= Beginning of Section =

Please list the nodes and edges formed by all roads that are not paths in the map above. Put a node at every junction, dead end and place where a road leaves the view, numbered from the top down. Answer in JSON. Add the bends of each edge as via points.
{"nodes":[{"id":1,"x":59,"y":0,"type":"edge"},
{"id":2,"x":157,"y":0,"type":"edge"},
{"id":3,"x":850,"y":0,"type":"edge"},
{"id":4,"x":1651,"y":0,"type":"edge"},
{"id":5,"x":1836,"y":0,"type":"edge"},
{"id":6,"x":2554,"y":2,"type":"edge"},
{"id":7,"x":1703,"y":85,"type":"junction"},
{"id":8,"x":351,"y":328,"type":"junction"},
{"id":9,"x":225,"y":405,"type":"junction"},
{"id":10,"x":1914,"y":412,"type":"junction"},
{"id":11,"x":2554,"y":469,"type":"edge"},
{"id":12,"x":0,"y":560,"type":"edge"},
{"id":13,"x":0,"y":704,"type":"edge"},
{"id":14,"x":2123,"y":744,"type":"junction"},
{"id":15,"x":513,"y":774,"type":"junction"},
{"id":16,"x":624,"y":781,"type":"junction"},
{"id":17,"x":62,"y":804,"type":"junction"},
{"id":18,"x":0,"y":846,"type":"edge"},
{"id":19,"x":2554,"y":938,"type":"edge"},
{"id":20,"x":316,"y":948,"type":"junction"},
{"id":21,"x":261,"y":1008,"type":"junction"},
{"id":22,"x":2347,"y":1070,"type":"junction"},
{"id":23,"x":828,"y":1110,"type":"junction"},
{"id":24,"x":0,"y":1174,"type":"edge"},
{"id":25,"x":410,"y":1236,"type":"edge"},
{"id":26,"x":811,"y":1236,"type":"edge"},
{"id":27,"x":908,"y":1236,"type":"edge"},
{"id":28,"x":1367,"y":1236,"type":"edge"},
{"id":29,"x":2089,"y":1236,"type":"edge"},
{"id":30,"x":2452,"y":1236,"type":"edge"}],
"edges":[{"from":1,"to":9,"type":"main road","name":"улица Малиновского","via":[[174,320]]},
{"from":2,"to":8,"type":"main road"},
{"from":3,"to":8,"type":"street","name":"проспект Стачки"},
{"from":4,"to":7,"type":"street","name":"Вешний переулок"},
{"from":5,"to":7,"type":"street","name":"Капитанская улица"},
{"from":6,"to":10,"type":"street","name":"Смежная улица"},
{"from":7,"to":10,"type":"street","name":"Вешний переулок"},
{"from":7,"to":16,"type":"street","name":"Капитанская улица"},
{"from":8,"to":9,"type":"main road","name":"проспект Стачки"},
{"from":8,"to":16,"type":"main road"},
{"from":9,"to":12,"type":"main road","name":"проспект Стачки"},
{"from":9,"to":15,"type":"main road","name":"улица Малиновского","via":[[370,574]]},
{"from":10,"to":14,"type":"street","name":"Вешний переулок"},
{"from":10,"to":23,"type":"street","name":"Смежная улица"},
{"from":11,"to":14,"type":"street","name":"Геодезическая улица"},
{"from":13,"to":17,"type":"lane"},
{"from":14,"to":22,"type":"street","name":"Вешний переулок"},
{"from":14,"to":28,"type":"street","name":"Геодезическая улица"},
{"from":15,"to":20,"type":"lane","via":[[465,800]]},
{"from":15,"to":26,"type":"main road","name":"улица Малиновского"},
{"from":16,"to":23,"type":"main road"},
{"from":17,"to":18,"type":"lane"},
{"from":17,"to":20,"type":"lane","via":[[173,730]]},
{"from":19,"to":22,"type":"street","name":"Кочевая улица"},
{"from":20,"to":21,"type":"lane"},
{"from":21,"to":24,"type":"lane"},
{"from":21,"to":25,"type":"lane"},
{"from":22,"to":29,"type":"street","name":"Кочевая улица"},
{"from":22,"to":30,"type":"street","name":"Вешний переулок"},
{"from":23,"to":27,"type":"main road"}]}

= End of Section =

In full and without change, transcribe the entries.

Please list the nodes and edges formed by all roads that are not paths in the map above. Put a node at every junction, dead end and place where a road leaves the view, numbered from the top down. Answer in JSON. Add the bends of each edge as via points.
{"nodes":[{"id":1,"x":59,"y":0,"type":"edge"},
{"id":2,"x":157,"y":0,"type":"edge"},
{"id":3,"x":850,"y":0,"type":"edge"},
{"id":4,"x":1651,"y":0,"type":"edge"},
{"id":5,"x":1836,"y":0,"type":"edge"},
{"id":6,"x":2554,"y":2,"type":"edge"},
{"id":7,"x":1703,"y":85,"type":"junction"},
{"id":8,"x":351,"y":328,"type":"junction"},
{"id":9,"x":225,"y":405,"type":"junction"},
{"id":10,"x":1914,"y":412,"type":"junction"},
{"id":11,"x":2554,"y":469,"type":"edge"},
{"id":12,"x":0,"y":560,"type":"edge"},
{"id":13,"x":0,"y":704,"type":"edge"},
{"id":14,"x":2123,"y":744,"type":"junction"},
{"id":15,"x":513,"y":774,"type":"junction"},
{"id":16,"x":624,"y":781,"type":"junction"},
{"id":17,"x":62,"y":804,"type":"junction"},
{"id":18,"x":0,"y":846,"type":"edge"},
{"id":19,"x":2554,"y":938,"type":"edge"},
{"id":20,"x":316,"y":948,"type":"junction"},
{"id":21,"x":261,"y":1008,"type":"junction"},
{"id":22,"x":2347,"y":1070,"type":"junction"},
{"id":23,"x":828,"y":1110,"type":"junction"},
{"id":24,"x":0,"y":1174,"type":"edge"},
{"id":25,"x":410,"y":1236,"type":"edge"},
{"id":26,"x":811,"y":1236,"type":"edge"},
{"id":27,"x":908,"y":1236,"type":"edge"},
{"id":28,"x":1367,"y":1236,"type":"edge"},
{"id":29,"x":2089,"y":1236,"type":"edge"},
{"id":30,"x":2452,"y":1236,"type":"edge"}],
"edges":[{"from":1,"to":9,"type":"main road","name":"улица Малиновского","via":[[174,320]]},
{"from":2,"to":8,"type":"main road"},
{"from":3,"to":8,"type":"street","name":"проспект Стачки"},
{"from":4,"to":7,"type":"street","name":"Вешний переулок"},
{"from":5,"to":7,"type":"street","name":"Капитанская улица"},
{"from":6,"to":10,"type":"street","name":"Смежная улица"},
{"from":7,"to":10,"type":"street","name":"Вешний переулок"},
{"from":7,"to":16,"type":"street","name":"Капитанская улица"},
{"from":8,"to":9,"type":"main road","name":"проспект Стачки"},
{"from":8,"to":16,"type":"main road"},
{"from":9,"to":12,"type":"main road","name":"проспект Стачки"},
{"from":9,"to":15,"type":"main road","name":"улица Малиновского","via":[[370,574]]},
{"from":10,"to":14,"type":"street","name":"Вешний переулок"},
{"from":10,"to":23,"type":"street","name":"Смежная улица"},
{"from":11,"to":14,"type":"street","name":"Геодезическая улица"},
{"from":13,"to":17,"type":"lane"},
{"from":14,"to":22,"type":"street","name":"Вешний переулок"},
{"from":14,"to":28,"type":"street","name":"Геодезическая улица"},
{"from":15,"to":20,"type":"lane","via":[[465,800]]},
{"from":15,"to":26,"type":"main road","name":"улица Малиновского"},
{"from":16,"to":23,"type":"main road"},
{"from":17,"to":18,"type":"lane"},
{"from":17,"to":20,"type":"lane","via":[[173,730]]},
{"from":19,"to":22,"type":"street","name":"Кочевая улица"},
{"from":20,"to":21,"type":"lane"},
{"from":21,"to":24,"type":"lane"},
{"from":21,"to":25,"type":"lane"},
{"from":22,"to":29,"type":"street","name":"Кочевая улица"},
{"from":22,"to":30,"type":"street","name":"Вешний переулок"},
{"from":23,"to":27,"type":"main road"}]}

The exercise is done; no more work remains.